_Exercise instructions:_ Give every entry again, exactly as it stands.

Stored items

• • • • • • •

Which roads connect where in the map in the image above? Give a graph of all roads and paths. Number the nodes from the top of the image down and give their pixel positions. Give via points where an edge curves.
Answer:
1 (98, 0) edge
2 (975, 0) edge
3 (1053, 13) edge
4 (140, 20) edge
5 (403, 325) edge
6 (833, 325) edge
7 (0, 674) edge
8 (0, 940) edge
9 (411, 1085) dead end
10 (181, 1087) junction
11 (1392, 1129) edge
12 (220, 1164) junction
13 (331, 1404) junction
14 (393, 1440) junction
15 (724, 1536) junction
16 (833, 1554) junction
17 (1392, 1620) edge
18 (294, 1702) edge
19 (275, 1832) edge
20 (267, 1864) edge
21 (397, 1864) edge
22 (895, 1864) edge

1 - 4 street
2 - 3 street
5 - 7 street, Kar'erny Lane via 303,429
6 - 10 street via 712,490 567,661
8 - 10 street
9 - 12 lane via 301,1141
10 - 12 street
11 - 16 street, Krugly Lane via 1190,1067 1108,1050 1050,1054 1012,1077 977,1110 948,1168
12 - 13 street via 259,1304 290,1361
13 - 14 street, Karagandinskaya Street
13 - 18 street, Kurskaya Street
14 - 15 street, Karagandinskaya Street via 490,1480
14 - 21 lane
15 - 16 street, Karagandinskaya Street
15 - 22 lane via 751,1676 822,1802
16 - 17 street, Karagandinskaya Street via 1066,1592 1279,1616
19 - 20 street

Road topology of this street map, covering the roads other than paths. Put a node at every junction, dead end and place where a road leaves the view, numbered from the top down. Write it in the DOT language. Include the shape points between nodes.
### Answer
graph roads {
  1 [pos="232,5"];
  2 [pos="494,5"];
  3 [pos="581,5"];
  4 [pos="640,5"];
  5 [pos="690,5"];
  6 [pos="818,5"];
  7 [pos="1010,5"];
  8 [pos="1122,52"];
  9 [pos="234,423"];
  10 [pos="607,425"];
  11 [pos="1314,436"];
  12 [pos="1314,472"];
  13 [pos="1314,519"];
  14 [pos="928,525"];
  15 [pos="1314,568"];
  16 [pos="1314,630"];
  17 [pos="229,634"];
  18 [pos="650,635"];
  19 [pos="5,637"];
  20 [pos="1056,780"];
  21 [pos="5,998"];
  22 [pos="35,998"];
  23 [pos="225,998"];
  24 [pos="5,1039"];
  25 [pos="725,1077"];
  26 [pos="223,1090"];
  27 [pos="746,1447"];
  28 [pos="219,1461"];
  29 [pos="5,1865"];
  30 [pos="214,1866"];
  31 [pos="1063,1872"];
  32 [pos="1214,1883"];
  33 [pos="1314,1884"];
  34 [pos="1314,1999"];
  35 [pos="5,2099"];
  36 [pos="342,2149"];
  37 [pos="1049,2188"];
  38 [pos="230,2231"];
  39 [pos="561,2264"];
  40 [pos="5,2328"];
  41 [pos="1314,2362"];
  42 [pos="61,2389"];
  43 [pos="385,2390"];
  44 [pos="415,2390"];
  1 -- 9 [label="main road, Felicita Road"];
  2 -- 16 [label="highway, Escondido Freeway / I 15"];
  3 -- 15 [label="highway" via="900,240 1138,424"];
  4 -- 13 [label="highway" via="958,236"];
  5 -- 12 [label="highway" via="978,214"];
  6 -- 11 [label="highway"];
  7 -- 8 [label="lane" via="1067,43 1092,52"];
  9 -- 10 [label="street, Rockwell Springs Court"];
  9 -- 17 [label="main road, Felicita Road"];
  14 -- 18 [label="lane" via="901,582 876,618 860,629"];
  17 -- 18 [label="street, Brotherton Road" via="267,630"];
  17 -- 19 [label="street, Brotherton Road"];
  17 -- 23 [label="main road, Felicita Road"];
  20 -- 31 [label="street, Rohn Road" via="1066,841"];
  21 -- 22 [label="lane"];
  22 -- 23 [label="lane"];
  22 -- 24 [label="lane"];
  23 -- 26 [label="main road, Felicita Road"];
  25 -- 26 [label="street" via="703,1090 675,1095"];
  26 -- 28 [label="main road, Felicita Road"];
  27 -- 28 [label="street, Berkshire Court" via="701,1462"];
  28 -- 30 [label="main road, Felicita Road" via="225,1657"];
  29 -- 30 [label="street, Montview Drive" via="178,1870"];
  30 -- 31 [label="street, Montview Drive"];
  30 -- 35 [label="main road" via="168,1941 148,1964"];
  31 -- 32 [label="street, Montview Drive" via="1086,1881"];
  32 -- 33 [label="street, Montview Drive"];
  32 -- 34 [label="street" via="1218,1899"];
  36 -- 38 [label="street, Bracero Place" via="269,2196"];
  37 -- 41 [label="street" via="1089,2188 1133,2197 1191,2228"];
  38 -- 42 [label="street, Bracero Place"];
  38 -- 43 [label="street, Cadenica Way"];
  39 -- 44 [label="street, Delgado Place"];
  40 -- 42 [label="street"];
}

• • • • • • •

_Solution to this problem:_
Which roads connect where in the map in the image above? Give a graph of all roads and paths. Number the nodes from the top of the image down and give their pixel positions. Give via points where an edge curves.
Answer:
1 (98, 0) edge
2 (975, 0) edge
3 (1053, 13) edge
4 (140, 20) edge
5 (403, 325) edge
6 (833, 325) edge
7 (0, 674) edge
8 (0, 940) edge
9 (411, 1085) dead end
10 (181, 1087) junction
11 (1392, 1129) edge
12 (220, 1164) junction
13 (331, 1404) junction
14 (393, 1440) junction
15 (724, 1536) junction
16 (833, 1554) junction
17 (1392, 1620) edge
18 (294, 1702) edge
19 (275, 1832) edge
20 (267, 1864) edge
21 (397, 1864) edge
22 (895, 1864) edge

1 - 4 street
2 - 3 street
5 - 7 street, Kar'erny Lane via 303,429
6 - 10 street via 712,490 567,661
8 - 10 street
9 - 12 lane via 301,1141
10 - 12 street
11 - 16 street, Krugly Lane via 1190,1067 1108,1050 1050,1054 1012,1077 977,1110 948,1168
12 - 13 street via 259,1304 290,1361
13 - 14 street, Karagandinskaya Street
13 - 18 street, Kurskaya Street
14 - 15 street, Karagandinskaya Street via 490,1480
14 - 21 lane
15 - 16 street, Karagandinskaya Street
15 - 22 lane via 751,1676 822,1802
16 - 17 street, Karagandinskaya Street via 1066,1592 1279,1616
19 - 20 street

Road topology of this street map, covering the roads other than paths. Put a node at every junction, dead end and place where a road leaves the view, numbered from the top down. Write it in the DOT language. Include the shape points between nodes.
### Answer
graph roads {
  1 [pos="232,5"];
  2 [pos="494,5"];
  3 [pos="581,5"];
  4 [pos="640,5"];
  5 [pos="690,5"];
  6 [pos="818,5"];
  7 [pos="1010,5"];
  8 [pos="1122,52"];
  9 [pos="234,423"];
  10 [pos="607,425"];
  11 [pos="1314,436"];
  12 [pos="1314,472"];
  13 [pos="1314,519"];
  14 [pos="928,525"];
  15 [pos="1314,568"];
  16 [pos="1314,630"];
  17 [pos="229,634"];
  18 [pos="650,635"];
  19 [pos="5,637"];
  20 [pos="1056,780"];
  21 [pos="5,998"];
  22 [pos="35,998"];
  23 [pos="225,998"];
  24 [pos="5,1039"];
  25 [pos="725,1077"];
  26 [pos="223,1090"];
  27 [pos="746,1447"];
  28 [pos="219,1461"];
  29 [pos="5,1865"];
  30 [pos="214,1866"];
  31 [pos="1063,1872"];
  32 [pos="1214,1883"];
  33 [pos="1314,1884"];
  34 [pos="1314,1999"];
  35 [pos="5,2099"];
  36 [pos="342,2149"];
  37 [pos="1049,2188"];
  38 [pos="230,2231"];
  39 [pos="561,2264"];
  40 [pos="5,2328"];
  41 [pos="1314,2362"];
  42 [pos="61,2389"];
  43 [pos="385,2390"];
  44 [pos="415,2390"];
  1 -- 9 [label="main road, Felicita Road"];
  2 -- 16 [label="highway, Escondido Freeway / I 15"];
  3 -- 15 [label="highway" via="900,240 1138,424"];
  4 -- 13 [label="highway" via="958,236"];
  5 -- 12 [label="highway" via="978,214"];
  6 -- 11 [label="highway"];
  7 -- 8 [label="lane" via="1067,43 1092,52"];
  9 -- 10 [label="street, Rockwell Springs Court"];
  9 -- 17 [label="main road, Felicita Road"];
  14 -- 18 [label="lane" via="901,582 876,618 860,629"];
  17 -- 18 [label="street, Brotherton Road" via="267,630"];
  17 -- 19 [label="street, Brotherton Road"];
  17 -- 23 [label="main road, Felicita Road"];
  20 -- 31 [label="street, Rohn Road" via="1066,841"];
  21 -- 22 [label="lane"];
  22 -- 23 [label="lane"];
  22 -- 24 [label="lane"];
  23 -- 26 [label="main road, Felicita Road"];
  25 -- 26 [label="street" via="703,1090 675,1095"];
  26 -- 28 [label="main road, Felicita Road"];
  27 -- 28 [label="street, Berkshire Court" via="701,1462"];
  28 -- 30 [label="main road, Felicita Road" via="225,1657"];
  29 -- 30 [label="street, Montview Drive" via="178,1870"];
  30 -- 31 [label="street, Montview Drive"];
  30 -- 35 [label="main road" via="168,1941 148,1964"];
  31 -- 32 [label="street, Montview Drive" via="1086,1881"];
  32 -- 33 [label="street, Montview Drive"];
  32 -- 34 [label="street" via="1218,1899"];
  36 -- 38 [label="street, Bracero Place" via="269,2196"];
  37 -- 41 [label="street" via="1089,2188 1133,2197 1191,2228"];
  38 -- 42 [label="street, Bracero Place"];
  38 -- 43 [label="street, Cadenica Way"];
  39 -- 44 [label="street, Delgado Place"];
  40 -- 42 [label="street"];
}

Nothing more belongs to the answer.